Je sais bien qu’en adressant ces questions à M. Charaux on ferait preuve de mauvais vouloir : Pour atteindre au vrai, pour comprendre le vrai, il faut purifier son âme par la vertu ; l’auteur nous le rappelle dans la péroraison de sa Méthode morale. Pour que ce livre fût goûté, lui faudrait-il, par hasard, des lecteurs en état de grâce ? Nous le craignons ; aussi n’osons-nous point continuer l’analyse d’un ouvrage qui selon toute vraisemblance, est destiné à un petit nombre d’élus. En résumé, le présent livre contient une sorte de discours sur la méthode et sur les systèmes ; le style en est presque toujours distingué, malgré un singulier parti-pris d’écrire avec noblesse et de ne jamais abandonner, ne fût-ce que pour un instant, la forme oratoire. La langue est souple, riche, harmonieuse ; derrière l’écrivain, on sent une âme, une âme d’honnête homme et de chrétien convaincu, une âme qui a élu domicile sur les « templa serena » chantés par Lucrèce. Mais rien ne sert au philosophe de chercher les hauteurs, si sur ces hauteurs il ne trouve point de clartés, si pour voir de plus haut il ne réussit pas à mieux voir, si pour tout embrasser il ne sait rien étreindre. Tel est le cas de M. Charaux ; les problèmes de la philosophie le préoccupent plus qu’ils ne l’occupent ; il voudrait les simplifier, peu s’en faut qu’il ne les supprime. Est-il besoin d’ajouter qu’il ne les a simplifiés que pour lui ?

Lionel Dauriac.

Dr. Robinet. — La philosophie positive. — Germer Baillière. Bibliothèque utile. 1881.
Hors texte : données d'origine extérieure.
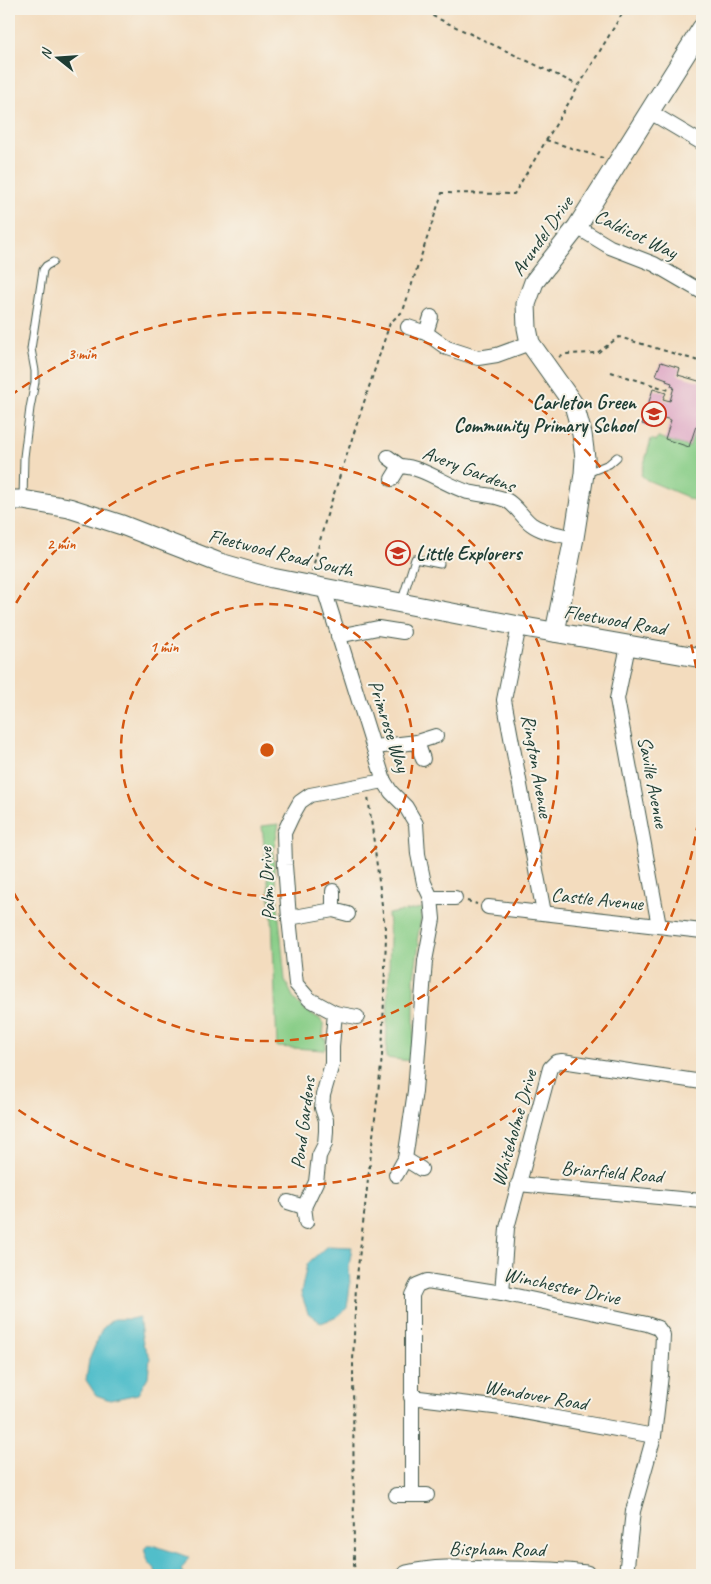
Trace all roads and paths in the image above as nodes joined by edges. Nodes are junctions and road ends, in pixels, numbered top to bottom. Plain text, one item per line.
1 (418, 9) edge
2 (625, 9) edge
3 (702, 28) edge
4 (579, 85) junction
5 (650, 112) junction
6 (546, 140) junction
7 (702, 144) edge
8 (618, 162) junction
9 (577, 228) junction
10 (53, 262) dead end
11 (702, 292) edge
12 (430, 318) dead end
13 (408, 327) dead end
14 (426, 333) junction
15 (530, 343) junction
16 (702, 362) edge
17 (545, 363) junction
18 (611, 372) dead end
19 (669, 390) dead end
20 (388, 457) dead end
21 (617, 457) dead end
22 (400, 466) junction
23 (584, 474) junction
24 (392, 479) dead end
25 (16, 500) edge
26 (574, 538) junction
27 (440, 564) dead end
28 (316, 587) junction
29 (401, 604) junction
30 (519, 626) junction
31 (403, 632) dead end
32 (555, 632) junction
33 (338, 636) junction
34 (628, 646) junction
35 (702, 658) edge
36 (436, 736) dead end
37 (417, 742) junction
38 (375, 747) junction
39 (423, 759) dead end
40 (384, 780) junction
41 (367, 784) junction
42 (333, 890) dead end
43 (432, 898) junction
44 (455, 898) joint
45 (488, 908) joint
46 (333, 910) junction
47 (544, 913) junction
48 (348, 914) dead end
49 (289, 918) junction
50 (659, 926) junction
51 (702, 931) edge
52 (335, 1013) junction
53 (357, 1017) dead end
54 (702, 1082) edge
55 (405, 1159) junction
56 (421, 1169) dead end
57 (396, 1175) dead end
58 (518, 1184) junction
59 (702, 1201) edge
60 (288, 1202) dead end
61 (304, 1206) junction
62 (306, 1222) dead end
63 (502, 1293) junction
64 (411, 1398) junction
65 (654, 1436) junction
66 (396, 1495) dead end
67 (412, 1495) junction
68 (427, 1495) dead end
69 (356, 1575) edge
70 (407, 1575) edge
71 (586, 1575) edge
72 (626, 1575) edge

1 - 4 path
2 - 4 path
3 - 5 street, Arundel Drive
4 - 6 path
5 - 7 street
5 - 8 street, Arundel Drive
6 - 8 path
6 - 28 path
8 - 9 street, Arundel Drive
9 - 11 street, Caldicot Way
9 - 15 street, Arundel Drive
10 - 25 lane
12 - 14 street
13 - 14 street
14 - 15 street
15 - 17 street, Arundel Drive
16 - 17 path
17 - 23 street, Arundel Drive
18 - 19 path
20 - 22 street, Avery Gardens
21 - 23 lane
22 - 24 street, Avery Gardens
22 - 26 street, Avery Gardens
23 - 26 street, Arundel Drive
25 - 28 street, Fleetwood Road South
26 - 32 street, Arundel Drive
27 - 29 lane
28 - 29 street, Fleetwood Road South
28 - 33 street, Primrose Way
29 - 30 street, Fleetwood Road South
30 - 32 street, Fleetwood Road
30 - 47 street, Rington Avenue
31 - 33 street
32 - 34 street, Fleetwood Road
33 - 38 street, Primrose Way
34 - 35 street, Fleetwood Road
34 - 50 street, Saville Avenue
36 - 37 street
37 - 38 street
37 - 39 street
38 - 40 street, Primrose Way
40 - 41 street, Palm Drive
40 - 43 street, Primrose Way
41 - 49 street, Palm Drive
41 - 69 path
42 - 46 street
43 - 44 street
43 - 55 street, Primrose Way
44 - 45 path
45 - 47 street, Castle Avenue
46 - 48 street
46 - 49 street
47 - 50 street, Castle Avenue
49 - 52 street, Palm Drive
50 - 51 street, Castle Avenue
52 - 53 street, Palm Drive
52 - 61 street, Pond Gardens
54 - 58 street, Whiteholme Drive
55 - 56 street
55 - 57 street, Primrose Way
58 - 59 street, Briarfield Road
58 - 63 street, Whiteholme Drive
60 - 61 street
61 - 62 street
63 - 64 street, Winchester Drive
63 - 65 street, Winchester Drive
64 - 65 street, Wendover Road
64 - 67 street, Winchester Drive
65 - 72 street, Winchester Drive
66 - 67 street
67 - 68 street
70 - 71 street, Bispham Road

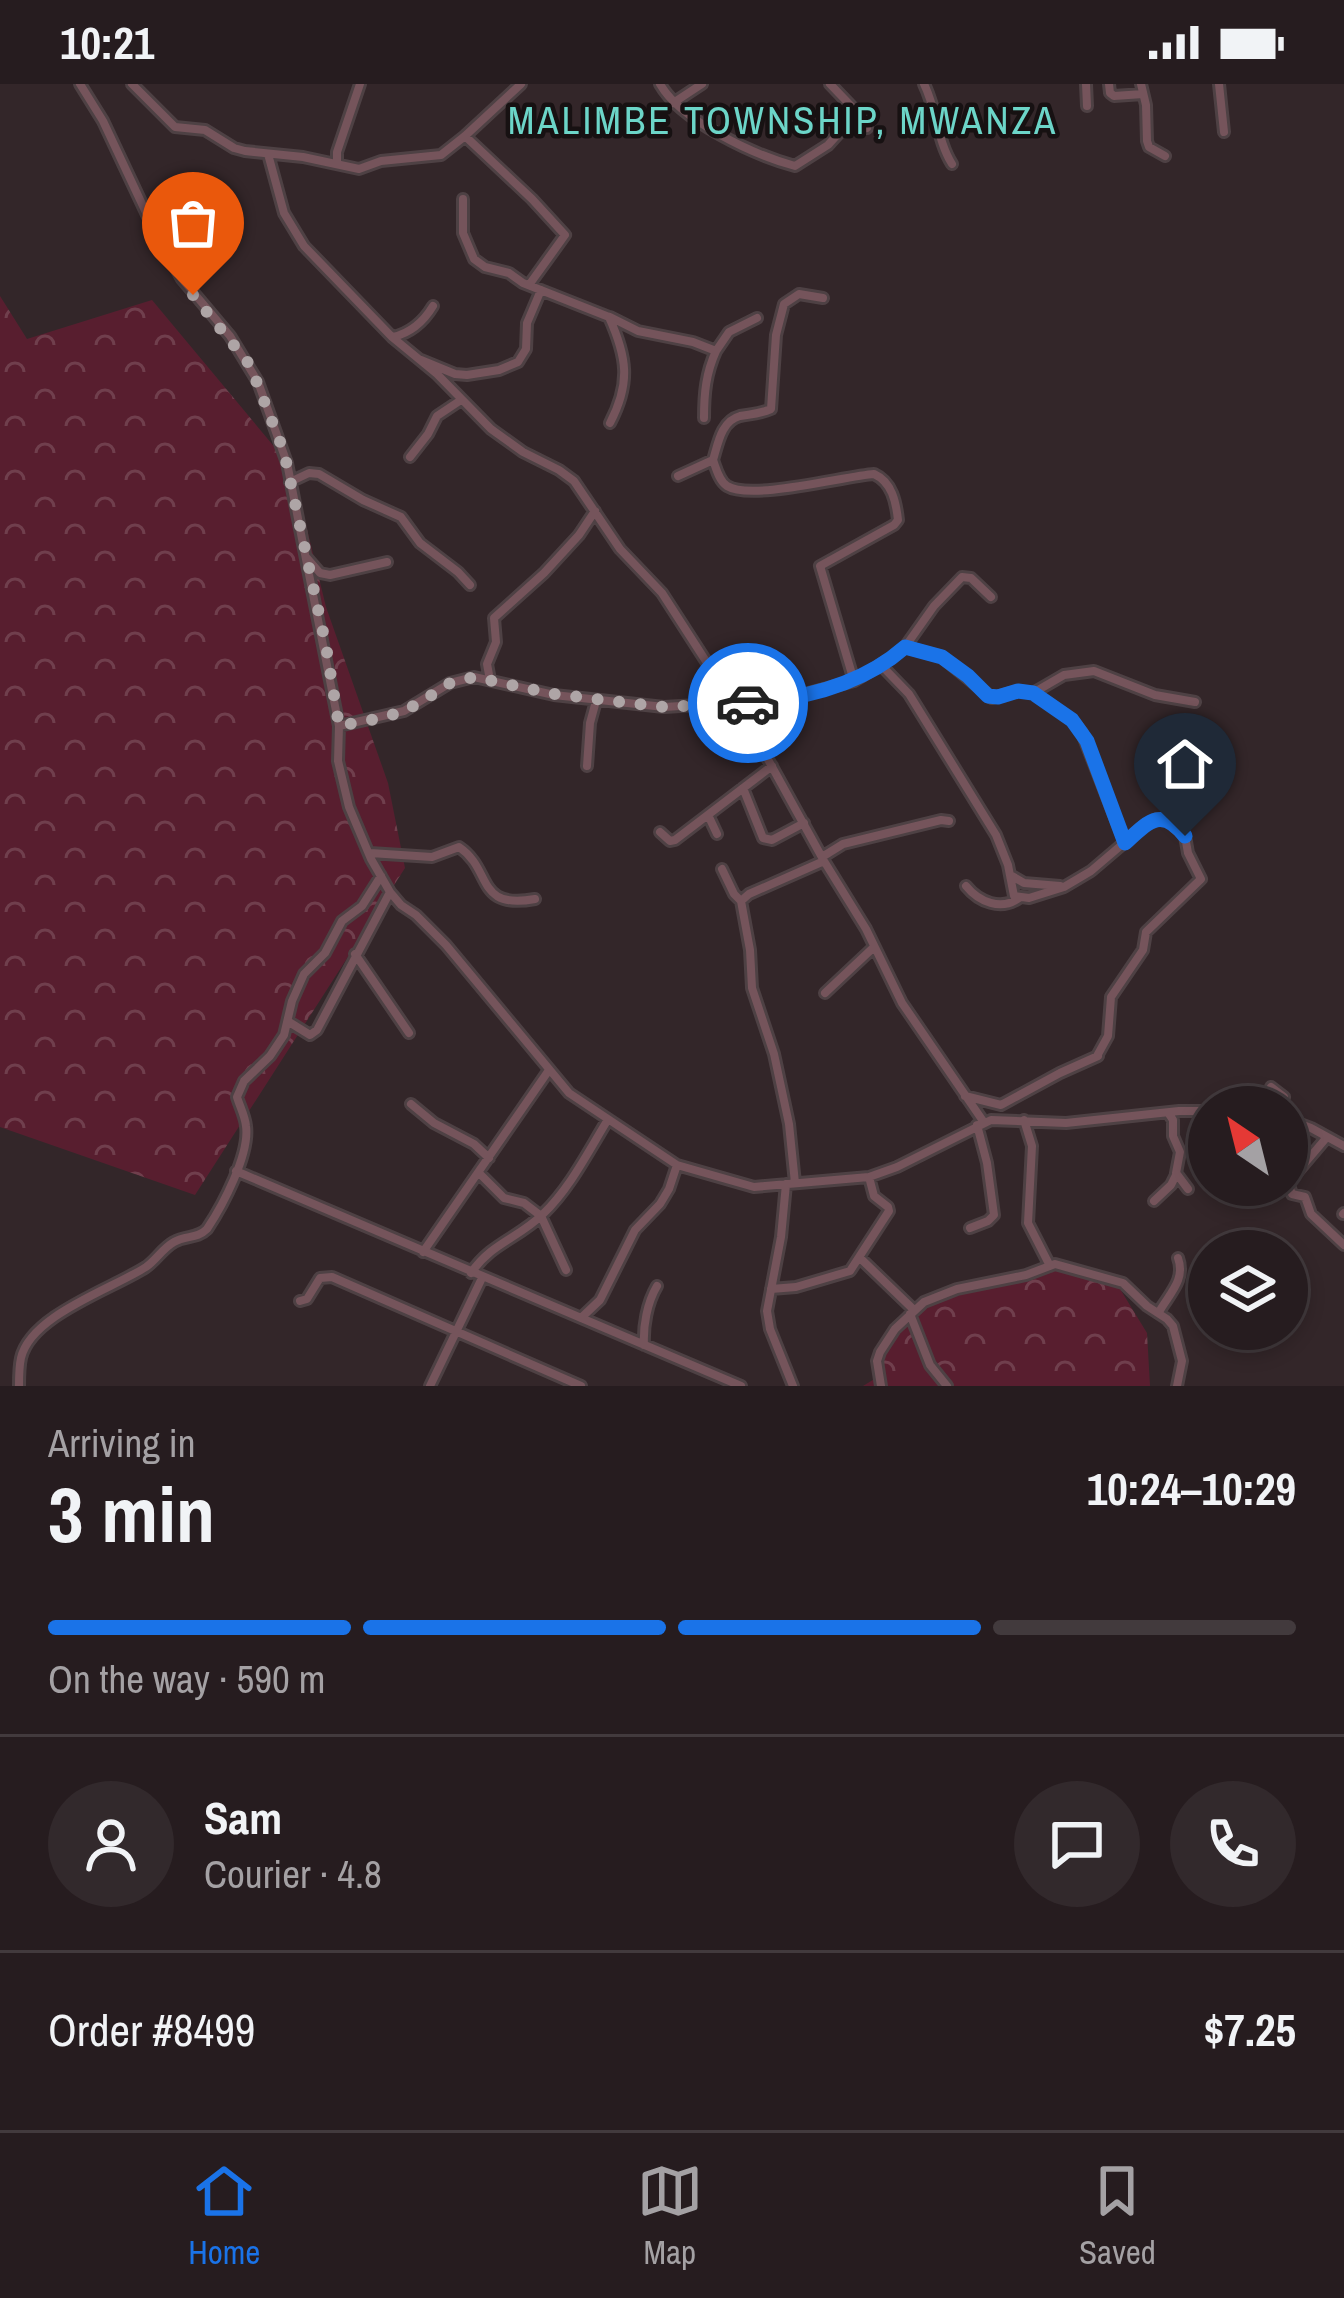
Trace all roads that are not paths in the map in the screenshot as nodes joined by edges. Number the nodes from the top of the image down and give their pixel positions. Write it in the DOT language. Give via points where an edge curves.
graph roads {
  1 [pos="80,84"];
  2 [pos="132,84"];
  3 [pos="360,84"];
  4 [pos="520,84"];
  5 [pos="660,84"];
  6 [pos="702,84"];
  7 [pos="830,84"];
  8 [pos="924,84"];
  9 [pos="1086,84"];
  10 [pos="1109,84"];
  11 [pos="1219,84"];
  12 [pos="684,89"];
  13 [pos="1142,89"];
  14 [pos="673,104"];
  15 [pos="1087,106"];
  16 [pos="857,113"];
  17 [pos="867,128"];
  18 [pos="1224,132"];
  19 [pos="465,136"];
  20 [pos="268,154"];
  21 [pos="1165,156"];
  22 [pos="337,164"];
  23 [pos="952,164"];
  24 [pos="463,199"];
  25 [pos="529,285"];
  26 [pos="541,290"];
  27 [pos="823,298"];
  28 [pos="433,306"];
  29 [pos="609,317"];
  30 [pos="757,318"];
  31 [pos="392,338"];
  32 [pos="716,351"];
  33 [pos="420,360"];
  34 [pos="461,400"];
  35 [pos="704,418"];
  36 [pos="610,423"];
  37 [pos="410,457"];
  38 [pos="713,460"];
  39 [pos="678,476"];
  40 [pos="290,482"];
  41 [pos="595,511"];
  42 [pos="306,557"];
  43 [pos="386,562"];
  44 [pos="470,585"];
  45 [pos="991,597"];
  46 [pos="905,647"];
  47 [pos="881,665"];
  48 [pos="490,680"];
  49 [pos="854,681"];
  50 [pos="1033,693"];
  51 [pos="596,700"];
  52 [pos="1195,702"];
  53 [pos="734,704"];
  54 [pos="339,726"];
  55 [pos="587,766"];
  56 [pos="772,766"];
  57 [pos="743,788"];
  58 [pos="709,817"];
  59 [pos="949,821"];
  60 [pos="804,823"];
  61 [pos="660,832"];
  62 [pos="717,834"];
  63 [pos="1125,843"];
  64 [pos="370,853"];
  65 [pos="823,859"];
  66 [pos="722,869"];
  67 [pos="1010,875"];
  68 [pos="381,876"];
  69 [pos="966,886"];
  70 [pos="1064,886"];
  71 [pos="390,892"];
  72 [pos="1019,898"];
  73 [pos="535,899"];
  74 [pos="741,902"];
  75 [pos="874,947"];
  76 [pos="356,954"];
  77 [pos="825,993"];
  78 [pos="289,1022"];
  79 [pos="409,1033"];
  80 [pos="549,1070"];
  81 [pos="963,1096"];
  82 [pos="411,1104"];
  83 [pos="1001,1105"];
  84 [pos="1188,1111"];
  85 [pos="1168,1114"];
  86 [pos="1006,1118"];
  87 [pos="608,1120"];
  88 [pos="1024,1120"];
  89 [pos="980,1123"];
  90 [pos="1308,1127"];
  91 [pos="1327,1137"];
  92 [pos="1343,1144"];
  93 [pos="489,1158"];
  94 [pos="1308,1159"];
  95 [pos="677,1165"];
  96 [pos="236,1171"];
  97 [pos="479,1173"];
  98 [pos="1176,1173"];
  99 [pos="868,1177"];
  100 [pos="790,1183"];
  101 [pos="1188,1189"];
  102 [pos="1154,1202"];
  103 [pos="1308,1206"];
  104 [pos="542,1216"];
  105 [pos="970,1228"];
  106 [pos="1344,1245"];
  107 [pos="423,1252"];
  108 [pos="859,1257"];
  109 [pos="1178,1258"];
  110 [pos="1050,1266"];
  111 [pos="566,1270"];
  112 [pos="471,1273"];
  113 [pos="482,1278"];
  114 [pos="657,1286"];
  115 [pos="771,1289"];
  116 [pos="300,1301"];
  117 [pos="912,1312"];
  118 [pos="1159,1312"];
  119 [pos="580,1318"];
  120 [pos="458,1332"];
  121 [pos="644,1345"];
  122 [pos="724,1382"];
  123 [pos="19,1386"];
  124 [pos="430,1386"];
  125 [pos="581,1386"];
  126 [pos="741,1386"];
  127 [pos="793,1386"];
  128 [pos="881,1386"];
  129 [pos="947,1386"];
  130 [pos="1177,1386"];
  1 -- 40 [label="street" via="182,279 250,365"];
  2 -- 20 [label="street" via="175,128 205,130 234,148"];
  3 -- 22 [label="street"];
  4 -- 19 [label="street"];
  5 -- 14 [label="street"];
  6 -- 12 [label="street"];
  7 -- 16 [label="street"];
  8 -- 23 [label="street"];
  9 -- 15 [label="street"];
  10 -- 13 [label="street" via="1114,96"];
  11 -- 18 [label="street"];
  12 -- 14 [label="street"];
  13 -- 21 [label="street" via="1147,141"];
  14 -- 16 [label="street" via="794,166"];
  16 -- 17 [label="street"];
  19 -- 22 [label="street" via="433,157 359,169"];
  19 -- 25 [label="street" via="565,235"];
  20 -- 22 [label="street"];
  20 -- 31 [label="street" via="284,213 304,246"];
  24 -- 25 [label="street" via="463,233 474,259"];
  25 -- 26 [label="street"];
  26 -- 29 [label="street"];
  26 -- 33 [label="street" via="518,362 467,375"];
  27 -- 38 [label="street" via="799,294 784,304 771,409 730,419"];
  28 -- 31 [label="street"];
  29 -- 32 [label="street"];
  29 -- 36 [label="street" via="624,372"];
  30 -- 32 [label="street" via="729,332"];
  31 -- 33 [label="street"];
  32 -- 35 [label="street"];
  33 -- 34 [label="street"];
  34 -- 37 [label="street" via="436,416"];
  34 -- 41 [label="street" via="508,443 569,477"];
  38 -- 39 [label="street"];
  38 -- 49 [label="street" via="730,488 874,474 888,483 894,526 820,566"];
  40 -- 42 [label="street"];
  40 -- 44 [label="street" via="320,474 398,514"];
  41 -- 48 [label="street" via="494,618"];
  41 -- 53 [label="street" via="662,593"];
  42 -- 43 [label="street" via="330,575"];
  42 -- 54 [label="street"];
  45 -- 46 [label="street" via="962,577"];
  46 -- 47 [label="street"];
  46 -- 50 [label="street" via="942,657 992,698"];
  47 -- 49 [label="street"];
  47 -- 67 [label="street" via="917,706 1002,846"];
  48 -- 51 [label="street"];
  48 -- 54 [label="street" via="460,679 404,711"];
  49 -- 53 [label="street"];
  50 -- 52 [label="street" via="1064,675 1094,671"];
  50 -- 63 [label="street" via="1082,733"];
  51 -- 53 [label="street"];
  51 -- 55 [label="street"];
  53 -- 56 [label="street"];
  54 -- 64 [label="street" via="346,796"];
  56 -- 57 [label="street"];
  56 -- 60 [label="street"];
  57 -- 58 [label="street"];
  57 -- 60 [label="street" via="764,838"];
  58 -- 61 [label="street" via="674,840"];
  58 -- 62 [label="street"];
  59 -- 65 [label="street" via="843,844"];
  60 -- 65 [label="street"];
  63 -- 70 [label="street"];
  63 -- 83 [label="street" via="1150,821 1167,819 1185,836 1201,879 1146,932 1111,997 1099,1055"];
  64 -- 68 [label="street"];
  64 -- 73 [label="street" via="439,856 459,847 496,896"];
  65 -- 74 [label="street"];
  65 -- 75 [label="street"];
  66 -- 74 [label="street"];
  67 -- 70 [label="street" via="1024,884"];
  67 -- 72 [label="street"];
  68 -- 71 [label="street"];
  68 -- 78 [label="street" via="304,974"];
  69 -- 72 [label="street" via="992,903"];
  70 -- 72 [label="street"];
  71 -- 76 [label="street"];
  71 -- 80 [label="street" via="446,945"];
  74 -- 100 [label="street" via="752,988 789,1124"];
  75 -- 77 [label="street"];
  75 -- 81 [label="street"];
  76 -- 78 [label="street" via="313,1034"];
  76 -- 79 [label="street"];
  78 -- 96 [label="street" via="240,1089 247,1132"];
  80 -- 87 [label="street"];
  80 -- 93 [label="street"];
  81 -- 83 [label="street"];
  81 -- 89 [label="street"];
  82 -- 93 [label="street"];
  83 -- 86 [label="street"];
  84 -- 85 [label="street"];
  85 -- 88 [label="street"];
  85 -- 98 [label="street" via="1180,1152"];
  86 -- 88 [label="street"];
  86 -- 89 [label="street"];
  87 -- 95 [label="street"];
  87 -- 104 [label="street"];
  88 -- 110 [label="street" via="1032,1146 1028,1222"];
  89 -- 99 [label="street"];
  89 -- 105 [label="street" via="994,1215"];
  90 -- 91 [label="street"];
  91 -- 92 [label="street"];
  91 -- 94 [label="street"];
  93 -- 97 [label="street"];
  95 -- 100 [label="street" via="754,1187"];
  95 -- 119 [label="street" via="600,1300"];
  96 -- 107 [label="street"];
  96 -- 123 [label="street" via="201,1235 173,1243 36,1333 21,1357"];
  97 -- 104 [label="street" via="504,1198"];
  97 -- 107 [label="street"];
  98 -- 101 [label="street"];
  98 -- 102 [label="street"];
  99 -- 100 [label="street"];
  99 -- 108 [label="street" via="889,1211"];
  100 -- 115 [label="street"];
  103 -- 106 [label="street"];
  104 -- 111 [label="street"];
  104 -- 112 [label="street" via="486,1252"];
  107 -- 112 [label="street"];
  108 -- 115 [label="street" via="843,1274"];
  108 -- 117 [label="street"];
  109 -- 118 [label="street" via="1180,1280"];
  110 -- 117 [label="street" via="956,1289"];
  110 -- 118 [label="street" via="1118,1281"];
  112 -- 113 [label="street"];
  113 -- 119 [label="street"];
  113 -- 120 [label="street"];
  114 -- 121 [label="street"];
  115 -- 127 [label="street" via="767,1318"];
  116 -- 120 [label="street" via="320,1278 332,1277"];
  117 -- 128 [label="street" via="878,1357"];
  117 -- 129 [label="street" via="930,1365"];
  118 -- 130 [label="street" via="1173,1326 1182,1361"];
  119 -- 121 [label="street"];
  120 -- 124 [label="street"];
  120 -- 125 [label="street"];
  121 -- 122 [label="street"];
  122 -- 126 [label="street"];
}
La doctrine d’Auguste Comte a manqué de vulgarisateurs plus que de propagandistes. Rendons grâces au Dr. Robinet d’avoir eu l’excellente pensée de résumer les principes et les conséquences de cette grande encyclopédie. Il ne s’agit que d’un manuel bien modeste ; son défaut n’est pas de l’être trop, loin de là : il eût gagné infiniment à l’être davantage encore. Un philosophe qui connaît les six volumes du célèbre Cours s’y retrouve et pénètre le sens profond de ses abstractions, mais l’auteur de cette brochure, entraîné par un zèle d’ailleurs bien excusable, a trop souvent négligé de s’humaniser.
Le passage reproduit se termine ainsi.